The thrust magnetic bearing motor according to the present invention constructed and operated as described above constitutes two pairs of thrust magnetic bearings magnetized in a radial direction, and is combined with each other in two parts by installing a yoke around a rotating permanent magnet for greater verticality. There is an advantage that can secure the bearing capacity of the direction.

Therefore, in the case of the vertical magnetized magnet as in the prior art, the path of the magnetic flux is long, and thus the force is not sufficient. However, in the case of the magnet magnetized in the radial direction as in the present invention, the magnetic flux path is short, so that a larger force can be generated in the same space. The lack of internal space in DVC compact motors can compensate for the limited size of magnets available. In addition, the inserted magnetic yoke also increases the bearing capacity in the vertical direction, enabling a more stable motor system.

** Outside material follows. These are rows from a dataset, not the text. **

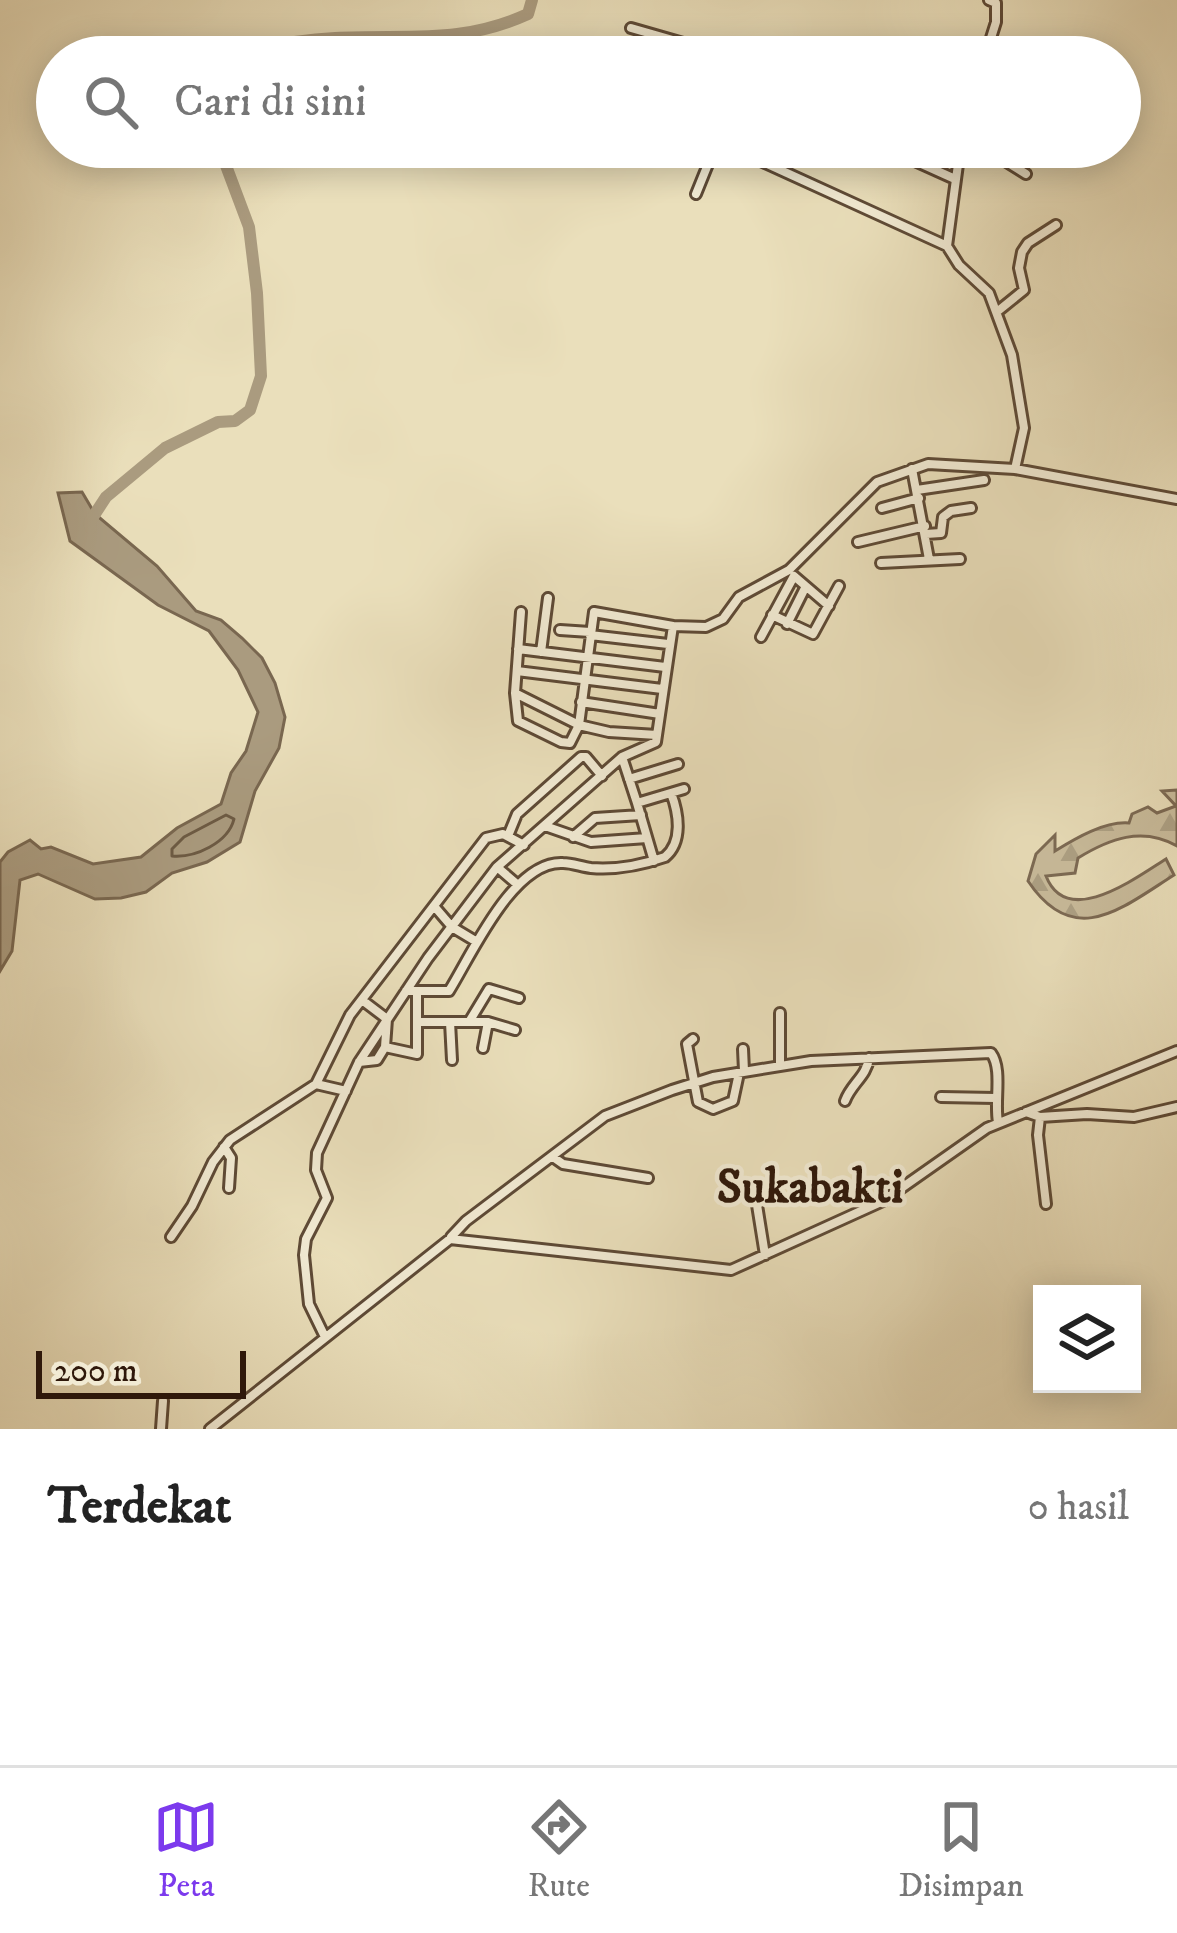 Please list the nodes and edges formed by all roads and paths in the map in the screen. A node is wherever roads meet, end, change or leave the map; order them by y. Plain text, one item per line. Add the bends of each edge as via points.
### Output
1 (989, 0) edge
2 (631, 28) dead end
3 (659, 36) edge
4 (992, 36) edge
5 (707, 168) edge
6 (776, 168) edge
7 (931, 168) edge
8 (956, 168) edge
9 (1016, 168) edge
10 (1026, 174) dead end
11 (955, 179) junction
12 (696, 194) dead end
13 (1056, 225) dead end
14 (947, 246) junction
15 (998, 311) junction
16 (912, 469) junction
17 (1015, 469) junction
18 (984, 481) dead end
19 (918, 494) junction
20 (1177, 499) edge
21 (882, 508) dead end
22 (971, 508) dead end
23 (926, 530) junction
24 (941, 533) junction
25 (957, 534) dead end
26 (858, 542) dead end
27 (928, 559) junction
28 (960, 559) dead end
29 (881, 563) dead end
30 (791, 573) junction
31 (838, 586) dead end
32 (805, 587) junction
33 (548, 598) dead end
34 (830, 606) junction
35 (520, 612) dead end
36 (772, 615) junction
37 (787, 624) junction
38 (673, 626) junction
39 (560, 630) dead end
40 (590, 633) junction
41 (760, 637) dead end
42 (668, 644) junction
43 (518, 649) junction
44 (542, 652) junction
45 (587, 658) junction
46 (665, 667) junction
47 (517, 670) junction
48 (584, 680) junction
49 (662, 689) junction
50 (515, 693) junction
51 (581, 702) junction
52 (660, 714) junction
53 (579, 725) junction
54 (610, 732) junction
55 (657, 735) junction
56 (623, 757) junction
57 (678, 764) dead end
58 (602, 776) junction
59 (629, 778) junction
60 (684, 789) dead end
61 (671, 794) junction
62 (637, 803) junction
63 (640, 815) junction
64 (545, 826) junction
65 (508, 836) junction
66 (573, 837) junction
67 (647, 838) junction
68 (524, 845) junction
69 (655, 861) junction
70 (497, 867) junction
71 (518, 885) junction
72 (434, 906) junction
73 (452, 927) junction
74 (477, 942) junction
75 (412, 991) junction
76 (518, 998) dead end
77 (362, 1000) junction
78 (780, 1013) dead end
79 (387, 1019) junction
80 (417, 1022) junction
81 (450, 1022) junction
82 (469, 1022) junction
83 (488, 1022) junction
84 (515, 1030) dead end
85 (693, 1039) dead end
86 (385, 1047) junction
87 (483, 1048) dead end
88 (742, 1049) dead end
89 (1177, 1052) edge
90 (869, 1058) junction
91 (452, 1060) dead end
92 (359, 1062) junction
93 (780, 1065) junction
94 (742, 1071) junction
95 (693, 1083) junction
96 (316, 1084) junction
97 (346, 1091) junction
98 (941, 1096) dead end
99 (995, 1098) junction
100 (845, 1101) dead end
101 (1177, 1107) edge
102 (1024, 1111) junction
103 (1040, 1117) junction
104 (998, 1122) junction
105 (224, 1147) junction
106 (553, 1157) junction
107 (648, 1178) dead end
108 (229, 1188) dead end
109 (1046, 1204) dead end
110 (757, 1205) dead end
111 (171, 1237) dead end
112 (450, 1239) junction
113 (766, 1256) junction
114 (325, 1337) junction
115 (163, 1401) dead end
116 (160, 1429) edge
117 (210, 1429) edge

1 - 4 street via 996,4
2 - 3 street
5 - 12 street
6 - 14 street
7 - 11 street
8 - 11 street
9 - 10 street
11 - 14 street
13 - 15 street via 1026,245 1018,268 1024,290
14 - 15 street
15 - 17 street via 1024,415
16 - 17 street
16 - 19 street
16 - 30 street via 877,482
17 - 20 street
18 - 19 street
19 - 21 street
19 - 23 street
22 - 24 street via 943,517
23 - 24 street
23 - 26 street
23 - 27 street
24 - 25 street
27 - 28 street
27 - 29 street
30 - 32 street
30 - 36 street
30 - 38 street via 740,596 714,624
31 - 34 street
32 - 34 street
32 - 37 street
33 - 44 street
34 - 37 street via 813,634
35 - 43 street
36 - 37 street
36 - 41 street
38 - 40 street via 594,612
38 - 42 street
39 - 40 street
40 - 42 street
40 - 45 street
42 - 46 street
43 - 44 street
43 - 47 street
44 - 45 street
45 - 46 street
45 - 48 street
46 - 49 street
47 - 48 street
47 - 50 street
48 - 49 street
48 - 51 street
49 - 52 street
50 - 53 street
50 - 53 street via 514,716 522,724 567,744
51 - 52 street
51 - 53 street
52 - 55 street
53 - 54 street
54 - 55 street
54 - 56 street
55 - 56 street via 653,745
56 - 58 street
56 - 59 street
57 - 59 street
58 - 64 street
58 - 65 street via 581,757 514,817
59 - 62 street
60 - 61 street
61 - 62 street
61 - 69 street via 676,845
62 - 63 street
63 - 66 street via 590,820
63 - 67 street
64 - 66 street
64 - 68 street
65 - 68 street
65 - 72 street via 486,838
66 - 67 street
67 - 69 street
68 - 70 street
69 - 71 street via 554,863
70 - 71 street
70 - 73 street
71 - 74 street
72 - 73 street
72 - 77 street
73 - 74 street
73 - 75 street
74 - 75 street via 449,992
75 - 79 street
75 - 80 street
76 - 82 street via 489,989
77 - 79 street
77 - 96 street
78 - 93 street
79 - 86 street
79 - 92 street
80 - 81 street
80 - 86 street via 417,1054
81 - 82 street
81 - 91 street
82 - 83 street
83 - 84 street
83 - 87 street
85 - 95 street
86 - 92 street via 377,1060
88 - 94 street
89 - 102 street
90 - 93 street
90 - 99 street via 991,1053
90 - 100 street
92 - 97 street
93 - 94 street
94 - 95 street
94 - 95 street via 737,1097 713,1109 698,1102
95 - 106 street via 605,1116
96 - 97 street
96 - 105 street
97 - 114 street via 317,1153 327,1198 304,1256 309,1304
98 - 99 street
99 - 104 street
101 - 103 street via 1134,1117
102 - 103 street
102 - 104 street
103 - 109 street
104 - 113 street via 883,1201
105 - 108 street
105 - 111 street
106 - 107 street
106 - 112 street
110 - 113 street
112 - 113 street via 723,1271
112 - 114 street
114 - 117 street
115 - 116 street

As a result, the thrust magnetic bearing motor according to the present invention can operate much more stably than the conventional hydrodynamic DVC compact motor, and provides effects such as improved impact resistance, increased service life, reduced noise and vibration, and cost reduction when the motor is operated. Done.

Claims (6)

A fixed shaft having a herringbone groove, a stator fixed to a lower side of the fixed shaft and having a yoke at an upper portion thereof, a rotor positioned around the fixed shaft so as to correspond to the stator up and down, and provided with a rotating permanent magnet; A thrust magnetic bearing motor comprising a thrust magnetic bearing provided between a fixed shaft and a rotor to support an axial load, The thrust magnetic bearing motor is magnetized in the radial direction of the fixed shaft, the thrust magnetic bearing motor, characterized in that composed of a plurality of pairs respectively installed on the fixed shaft and the rotor. The method of claim 1, The thrust magnetic bearing motor, characterized in that composed of two pairs of thrust magnetic bearings. The method according to claim 1 or 2, The yoke is made of a magnetic material and is positioned around the rotating permanent magnet, the thrust magnetic bearing motor, characterized in that the thrust magnetic bearing action. The method of claim 3, wherein The yoke is thrust magnetic bearing motor, characterized in that positioned at a predetermined interval in the outer peripheral region of the rotating permanent magnet. A fixed shaft having a herringbone groove, a stator fixed to a lower side of the fixed shaft and having a yoke at an upper portion thereof, a rotor positioned around the fixed shaft so as to correspond to the stator up and down, and provided with a rotating permanent magnet; A thrust magnetic bearing motor comprising a thrust magnetic bearing provided between a fixed shaft and a rotor to support an axial load, The yoke is made of a magnetic material and is positioned around the rotating permanent magnet, the thrust magnetic bearing motor, characterized in that the thrust magnetic bearing action. The method of claim 5, wherein The yoke is thrust magnetic bearing motor, characterized in that positioned at a predetermined interval in the outer peripheral region of the rotating permanent magnet.